Key West South Shore Cruise
South Roosevelt Boulevard/State Road A1A along the Atlantic side of the island and parallels a long strip of beaches beginning with Smathers Beach and running west to White Street Pier and Higgs Beach. It’s a classic beach cruise, and long, narrow, palm-lined Smathers Beach has a broad sidewalk running right along the beach and delivering great views out to sea.
Check out the African Refugee Cemetery next to the West Martello Tower. Then turn right on Reynolds St. to leave the beach and keep on making left turns to weave west through some classic Key West neighborhoods to reach the Duval Street Pier and the Southernmost Point marker just a block west from there.
Key West Public Beaches
Speaking of the South Shore, nothing says “Vacation time” like a bike basket full of beach towels, sun tan oil, books, and maybe a bag lunch or two.
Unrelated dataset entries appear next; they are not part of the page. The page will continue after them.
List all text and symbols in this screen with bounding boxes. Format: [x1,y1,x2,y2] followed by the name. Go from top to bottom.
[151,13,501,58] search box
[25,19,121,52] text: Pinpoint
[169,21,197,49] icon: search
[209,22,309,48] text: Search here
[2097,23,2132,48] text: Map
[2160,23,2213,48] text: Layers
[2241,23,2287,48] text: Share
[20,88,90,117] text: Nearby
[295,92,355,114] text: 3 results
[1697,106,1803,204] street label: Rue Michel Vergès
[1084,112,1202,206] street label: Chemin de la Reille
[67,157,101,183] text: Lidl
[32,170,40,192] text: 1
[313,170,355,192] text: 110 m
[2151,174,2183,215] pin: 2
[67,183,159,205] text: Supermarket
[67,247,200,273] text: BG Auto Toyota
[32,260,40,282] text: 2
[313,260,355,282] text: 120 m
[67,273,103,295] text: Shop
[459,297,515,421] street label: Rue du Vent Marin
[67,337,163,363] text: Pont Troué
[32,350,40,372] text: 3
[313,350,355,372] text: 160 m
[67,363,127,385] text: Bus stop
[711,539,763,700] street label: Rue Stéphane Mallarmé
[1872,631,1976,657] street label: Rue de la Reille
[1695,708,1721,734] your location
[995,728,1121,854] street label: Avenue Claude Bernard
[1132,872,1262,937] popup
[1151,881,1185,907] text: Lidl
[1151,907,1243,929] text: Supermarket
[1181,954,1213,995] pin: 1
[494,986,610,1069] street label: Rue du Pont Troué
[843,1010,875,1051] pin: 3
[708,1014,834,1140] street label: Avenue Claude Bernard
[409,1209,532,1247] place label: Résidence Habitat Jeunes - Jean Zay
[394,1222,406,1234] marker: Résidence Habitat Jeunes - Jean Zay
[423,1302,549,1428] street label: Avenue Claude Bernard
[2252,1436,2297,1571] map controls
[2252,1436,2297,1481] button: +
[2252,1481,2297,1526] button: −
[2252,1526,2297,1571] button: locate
Key West is home to six public beaches that can all be reached by bike, and there is sure to be one within very easy range of nearly any island accommodation.
Head south down Whitehead, Duval, Simonton, or White Street for a straight shot to the island’s south shore, then you can choose from South Beach, Higgs Beach, C.B. Harvey Memorial Rest Beach, and Smathers Beach. For a more extended (but still easy) ride, go out the western tip of the island and spend a day at the lovely Fort Zachary Taylor State Park – Fort Zach Beach as the locals call it. Bikes are welcome at all the public beaches, and plenty of racks are available. Just don’t forget to lock your ride!
Key West African Refugee Cemetery
A ride to the Higgs Beach area also offers the chance to visit several nearby historical features including the Key West Garden Club and West Martello Tower, Indigenous Park, the Edward B. Knight Pier, and one of the island’s most unique historical attractions, the Key West African Refugee Cemetery.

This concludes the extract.